Effect of processing parameters on the microstructure and mechanical properties of wide-gap braze repairs on nickel-superalloy René 108

Abstract

Gas turbine components experience large temperature gradients due to thermal cycling that often result in cracking. When brazing wide gaps greater than 500 μm in width, capillary action is inadequate to fill the joint and activated diffusion healing (ADH) is applied for repairs. ADH utilizes a mixture of a low melting temperature filler metal and an additive powder with a composition similar to that of the base metal. This research studies the effect of processing parameters on the microstructure and mechanical properties of repaired joints on DS Rene 108 superalloy. AWS BNi-2 and BNi-5 grade filler metals were mixed with MAR-M 247 alloy powder at weight percent ratios of 40:60, 50:50, and 60:40. For BNi-2 containing brazes, the mechanical properties improved with increasing additive powder. In contrast, the BNi-5 containing brazes showed an opposite trend.
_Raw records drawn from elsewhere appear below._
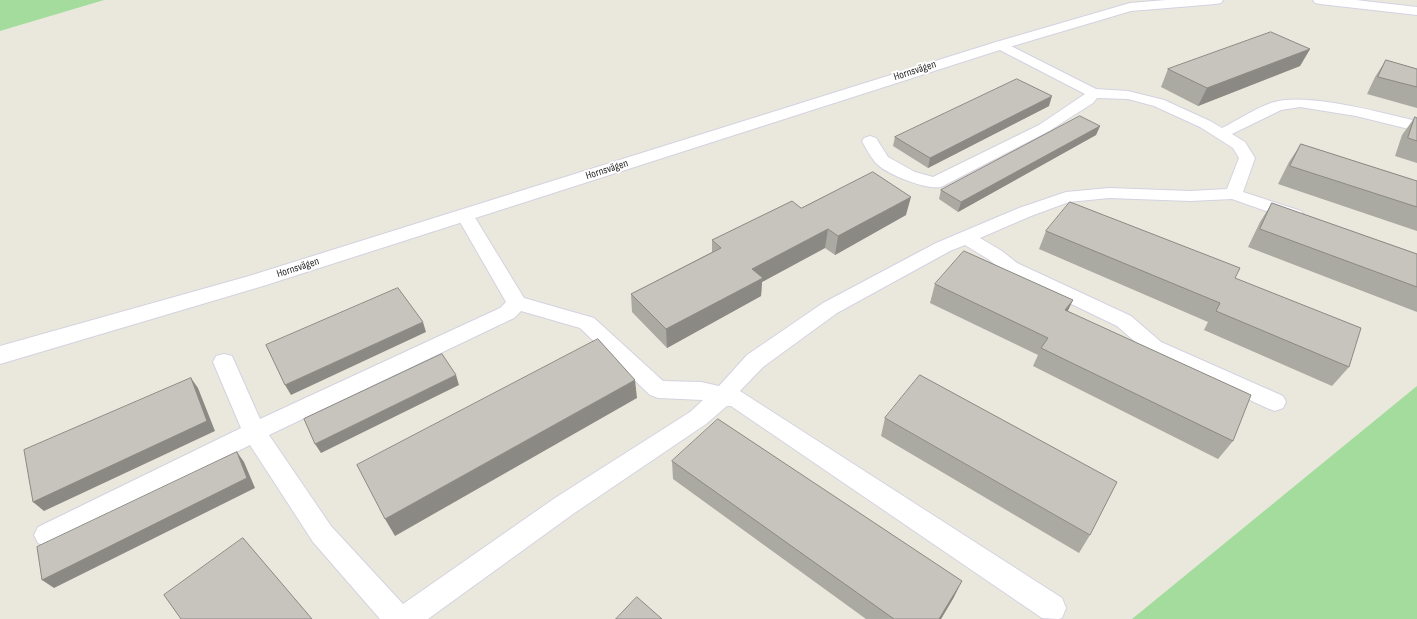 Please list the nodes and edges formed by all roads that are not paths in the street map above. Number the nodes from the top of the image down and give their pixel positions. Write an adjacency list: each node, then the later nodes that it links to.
1 (1216, 0): 4 (street, Hornsvägen)
2 (1320, 0): 3 (street)
3 (1417, 11)
4 (1001, 45): 5 (lane); 10 (street, Hornsvägen)
5 (1093, 93): 7 (lane); 8 (lane)
6 (1417, 126): 7 (lane)
7 (1220, 134): 9 (lane)
8 (870, 141)
9 (1234, 194): 11 (lane); 12 (lane)
10 (465, 215): 13 (lane); 14 (street, Hornsvägen)
11 (1312, 221)
12 (965, 237): 16 (lane); 17 (lane)
13 (517, 303): 16 (lane); 18 (lane)
14 (0, 355)
15 (224, 362): 18 (lane)
16 (723, 396): 20 (lane); 22 (lane)
17 (1275, 402)
18 (254, 432): 19 (lane); 21 (lane)
19 (47, 535)
20 (1052, 608)
21 (398, 619)
22 (405, 619)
Brazing temperatures were held at 1200°C and 1232°C. The mechanical properties for both braze alloys improved at the higher brazing temperature. Diffusion hold temperatures were held at 1100°C and 1121°C for 2 h and 4 h. For the BNi-2 alloys, the higher temperature and longer brazing time improved mechanical properties. For the BNi-5 alloys, the lower brazing temperature and shorter brazing time improved mechanical properties.